The husband should give to his wife her conjugal rights, and likewise the wife to her husband. For the wife does not rule over her own body, but the husband does; likewise the husband does not rule over his own body, but the wife does. Do not refuse one another except perhaps by agreement for a season, that you may devote yourselves to prayer; but then come together again, lest Satan tempt you through lack of self-control. I say this by way of concession, not of command. I wish that all were as I myself am. But each has his own special gift from God, one of one kind and one of another. (1 Cor. 7:3-7)

This passage has typically been interpreted to mean that St. Paul would prefer everyone to be celibate, but makes a ‘concession’ to marriage for those who are unable to contain their lust and are in danger of ‘burning with passion.’ (1 Cor. 7:9) However, another reading is also possible. While the Apostle does indeed prefer celibacy for himself, and recommends it to the unmarried or widows, (1 Cor. 7:8) he is clear that it is not a gift given to everyone. (v. 7) Nowhere does he say that conjugal relations are a lesser good than celibacy.

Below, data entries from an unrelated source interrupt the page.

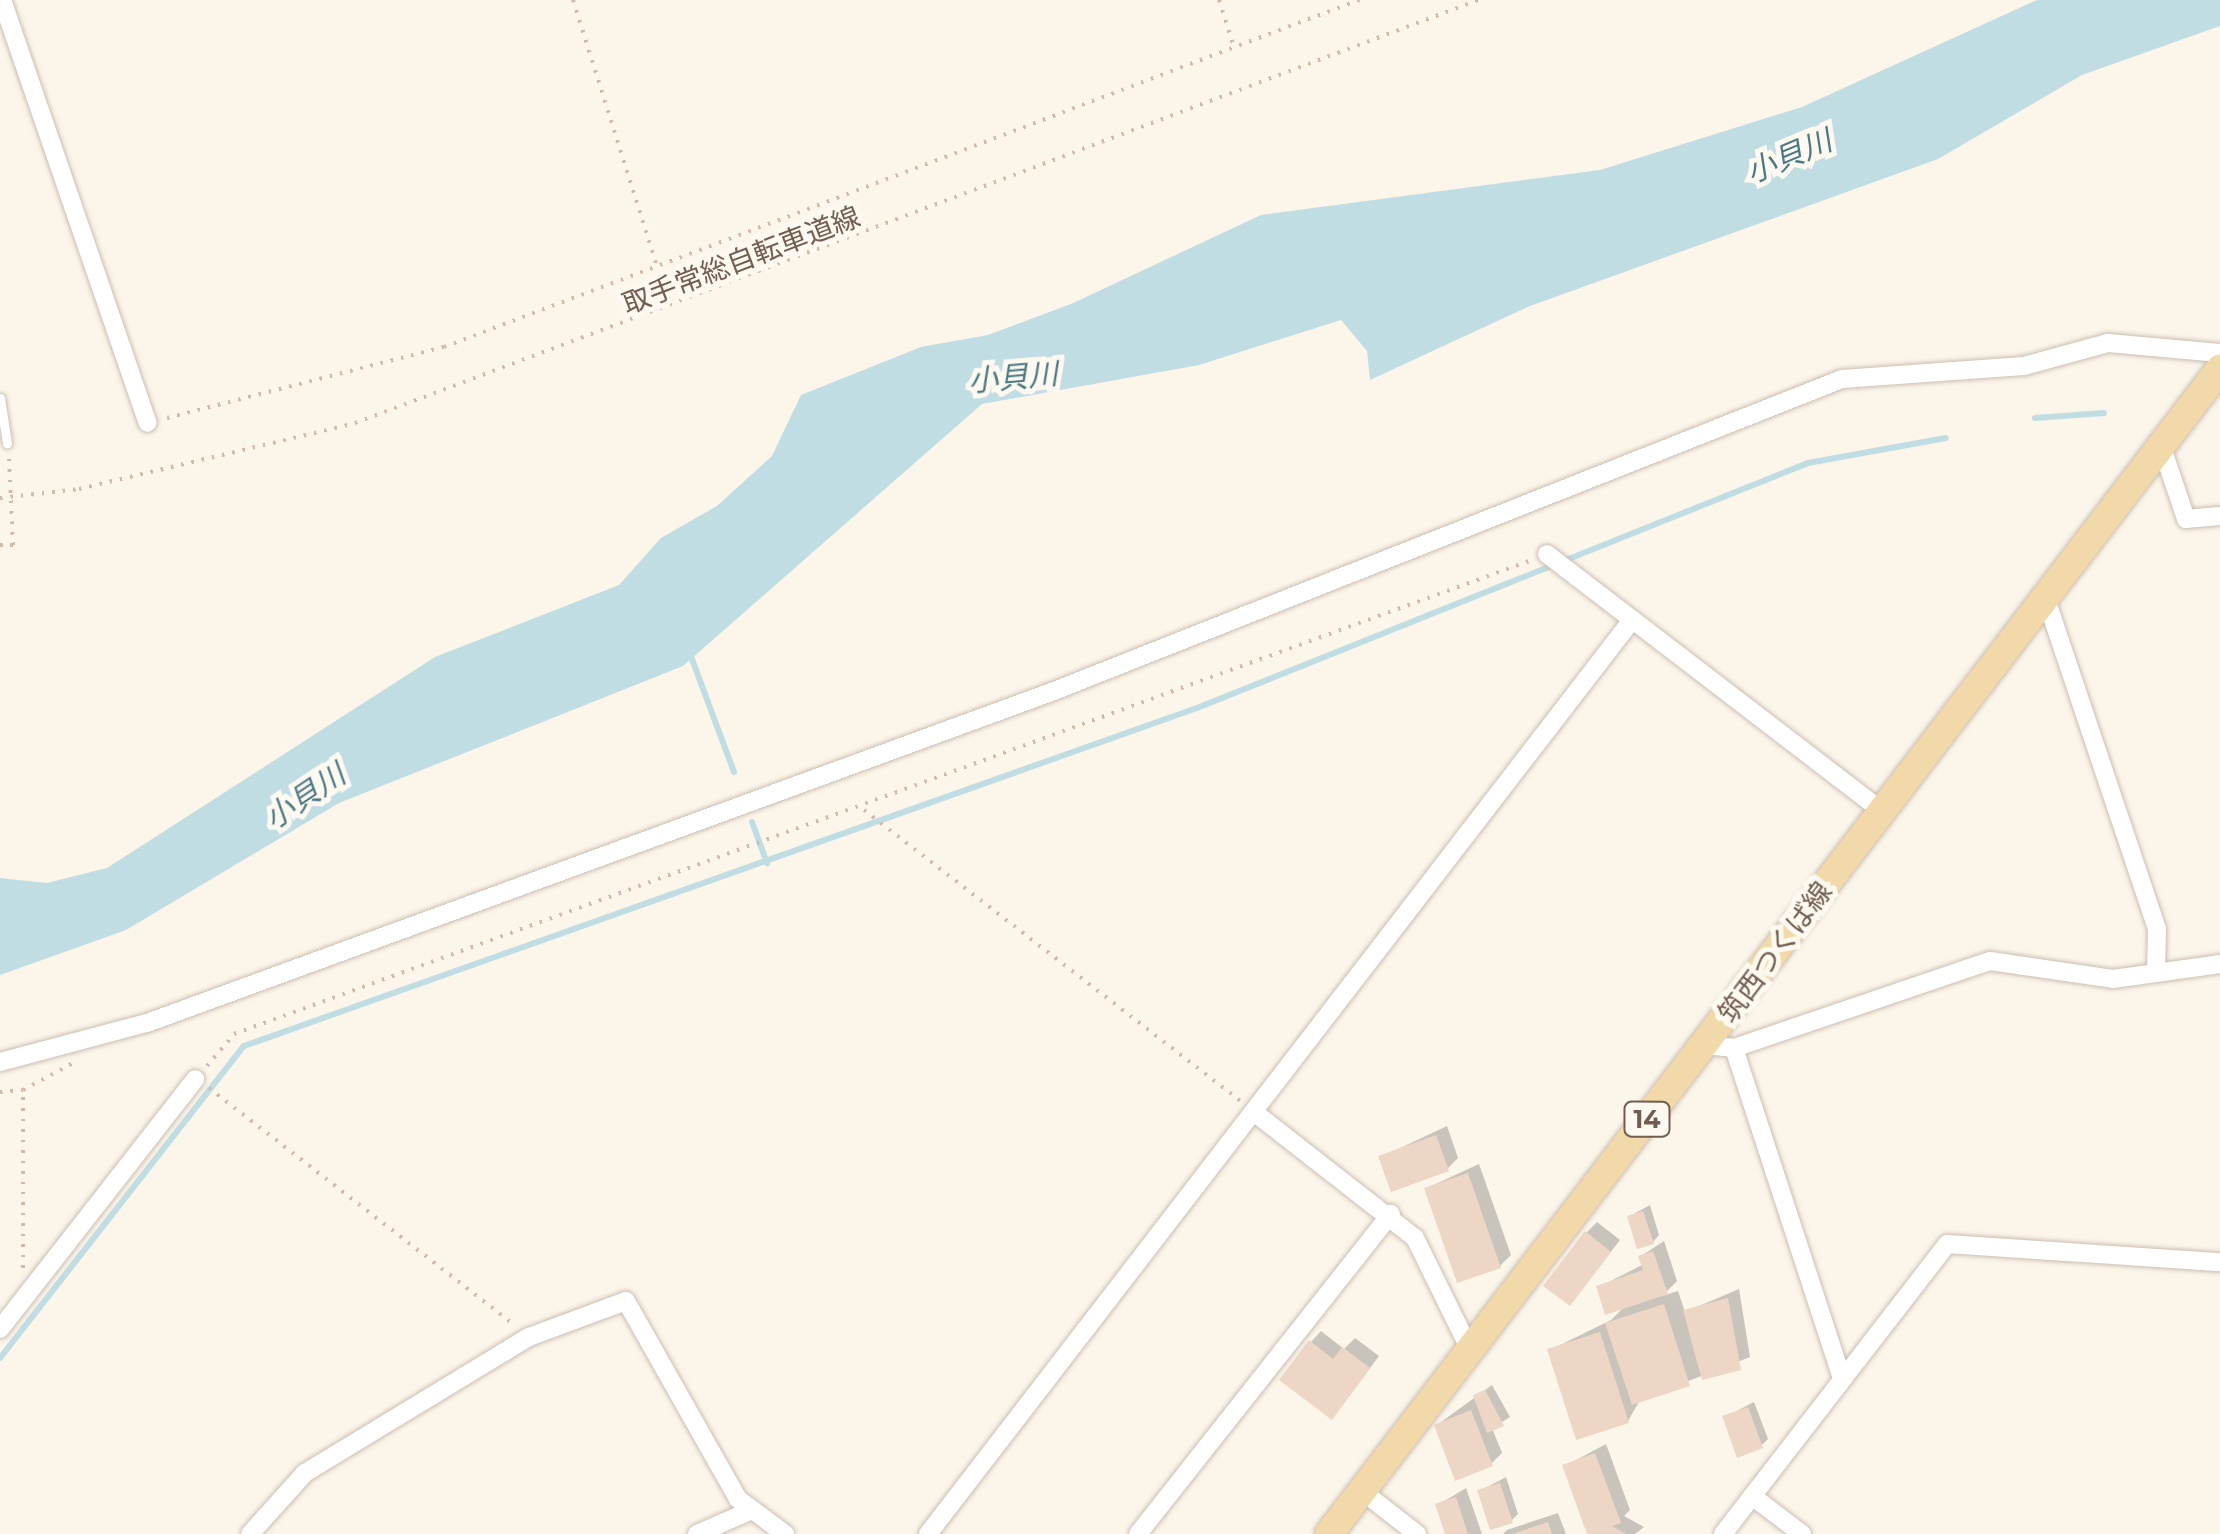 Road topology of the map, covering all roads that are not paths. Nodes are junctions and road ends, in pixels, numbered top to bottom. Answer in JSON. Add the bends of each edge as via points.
{"nodes":[{"id":1,"x":2,"y":0,"type":"edge"},
{"id":2,"x":8,"y":46,"type":"edge"},
{"id":3,"x":2220,"y":353,"type":"edge"},
{"id":4,"x":2220,"y":369,"type":"edge"},
{"id":5,"x":0,"y":398,"type":"edge"},
{"id":6,"x":148,"y":422,"type":"road end"},
{"id":7,"x":7,"y":443,"type":"dead end"},
{"id":8,"x":2161,"y":445,"type":"junction"},
{"id":9,"x":2220,"y":516,"type":"edge"},
{"id":10,"x":1557,"y":561,"type":"road end"},
{"id":11,"x":2045,"y":596,"type":"junction"},
{"id":12,"x":1632,"y":620,"type":"junction"},
{"id":13,"x":1882,"y":811,"type":"junction"},
{"id":14,"x":2220,"y":964,"type":"edge"},
{"id":15,"x":2156,"y":972,"type":"junction"},
{"id":16,"x":1704,"y":1045,"type":"junction"},
{"id":17,"x":1734,"y":1048,"type":"junction"},
{"id":18,"x":0,"y":1062,"type":"edge"},
{"id":19,"x":195,"y":1078,"type":"road end"},
{"id":20,"x":1255,"y":1112,"type":"junction"},
{"id":21,"x":1391,"y":1214,"type":"junction"},
{"id":22,"x":2220,"y":1262,"type":"edge"},
{"id":23,"x":0,"y":1329,"type":"edge"},
{"id":24,"x":1470,"y":1350,"type":"junction"},
{"id":25,"x":1842,"y":1378,"type":"junction"},
{"id":26,"x":1362,"y":1491,"type":"junction"},
{"id":27,"x":1752,"y":1496,"type":"junction"},
{"id":28,"x":752,"y":1510,"type":"junction"},
{"id":29,"x":250,"y":1534,"type":"edge"},
{"id":30,"x":697,"y":1534,"type":"edge"},
{"id":31,"x":785,"y":1534,"type":"edge"},
{"id":32,"x":928,"y":1534,"type":"edge"},
{"id":33,"x":1138,"y":1534,"type":"edge"},
{"id":34,"x":1330,"y":1534,"type":"edge"},
{"id":35,"x":1418,"y":1534,"type":"edge"},
{"id":36,"x":1723,"y":1534,"type":"edge"},
{"id":37,"x":1802,"y":1534,"type":"edge"}],
"edges":[{"from":1,"to":2,"type":"street"},
{"from":2,"to":6,"type":"street"},
{"from":3,"to":18,"type":"street","via":[[2108,343],[2024,366],[1842,379],[1054,691],[147,1023]]},
{"from":4,"to":8,"type":"main road","name":"筑西つくば線","number":"14"},
{"from":5,"to":7,"type":"lane"},
{"from":8,"to":9,"type":"street","via":[[2186,519]]},
{"from":8,"to":11,"type":"main road","name":"筑西つくば線","number":"14"},
{"from":10,"to":12,"type":"street"},
{"from":11,"to":13,"type":"main road","name":"筑西つくば線","number":"14"},
{"from":11,"to":15,"type":"street","via":[[2157,929]]},
{"from":12,"to":13,"type":"street"},
{"from":12,"to":20,"type":"street"},
{"from":13,"to":16,"type":"main road","name":"筑西つくば線","number":"14"},
{"from":14,"to":15,"type":"street"},
{"from":15,"to":17,"type":"street","via":[[2113,980],[1990,961]]},
{"from":16,"to":17,"type":"street"},
{"from":16,"to":24,"type":"main road","name":"筑西つくば線","number":"14"},
{"from":17,"to":25,"type":"street"},
{"from":19,"to":23,"type":"street"},
{"from":20,"to":21,"type":"street"},
{"from":20,"to":32,"type":"street"},
{"from":21,"to":24,"type":"street","via":[[1431,1263]]},
{"from":21,"to":33,"type":"street"},
{"from":22,"to":25,"type":"street","via":[[1947,1244]]},
{"from":24,"to":26,"type":"main road","name":"筑西つくば線","number":"14"},
{"from":25,"to":27,"type":"street"},
{"from":26,"to":34,"type":"main road","name":"筑西つくば線","number":"14"},
{"from":26,"to":35,"type":"street"},
{"from":27,"to":36,"type":"street"},
{"from":27,"to":37,"type":"street"},
{"from":28,"to":29,"type":"street","via":[[626,1301],[529,1337],[305,1473]]},
{"from":28,"to":30,"type":"street"},
{"from":28,"to":31,"type":"street"}]}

Both celibacy and sex within marriage are gifts, and St. Paul makes no distinction at all between the qualities of each gift; they are different in kind, but equally ‘special.’

The Apostle’s ‘concession,’ then, does not refer to his reluctance about conjugal sex, but rather his reluctance to allow spouses to unilaterally refuse conjugal rights to each other. If a husband and wife want to abstain from sex ‘for a season’ of prayer (such as Lent), they must do so ‘by agreement,’ that is, as a free choice rather than under compulsion. Otherwise, they are called to give themselves to each other in mutual submission as a rule.

This reading of St. Paul allows us to understand his view of sexuality as a divine vocation. Christian spouses’ abstinence from intercourse for the purpose of prayer is a sexual equivalent of Eucharistic fasting, and accomplishes the same spiritual goal: to deny the imperatives of the self and to orient our desires to God. And just as fasting prior to the Eucharist is a way of demonstrating that the consumption of earthly food is purely volitional, so too spouses’ conjugal fasting should be freely chosen, and not prescribed.

When they choose not to abstain, however, Christian couples should engage in regular conjugal relations. Again, their obedience to one another, like eating only when the Lord’s commands it, serves to heal their lustful desires by orienting them away from the object of their human partner, and towards the heavenly Bridegroom. And as with all food in the light of the Eucharist, conjugal relations within sacramental marriage transforms all human sexuality into the signifier of God’s desire for humanity, and ours for Him.

This understanding of sex as vocation has radical practical implications for conjugal relations in sacramental marriage today. Our challenge as spouses is to both abstain from sex more intentionally, and engage in it more dutifully and obediently. This is contrary to our contemporary culture, in which abstinence is often imposed, while sex is something we do only when we’re ‘in the mood.’ In either case, self-centred desire continues to tyrannize us. As long as we do not choose abstinence, we are deprived of the opportunity to say ‘no’ to lust. And because we only have sex at the whim of the self (with a self-gratifying orgasm in mind), we deny ourselves the possibility of signifying our sexuality’s highest purpose, which is to ‘speak of’ the union between Christ and His Church. (Ephesians 5:32)

To transform our conjugal relations into a divine vocation, we need to reverse these often-ignored lustful tendencies in marriage. We need to become more intentional in agreeing to periods of volitional abstinence from sex for the purposes of more intense prayer. But, having agreed on periods when we will not have sex, we also need to exercise more diligence in ‘coming together’ regularly, as a rule, simply as an obedience, even if we do not ‘feel like it.’ Only then can we signify in the joining of our bodies the higher calling of sexual intimacy, which St. Maximos calls ‘the blessed passion of holy love.’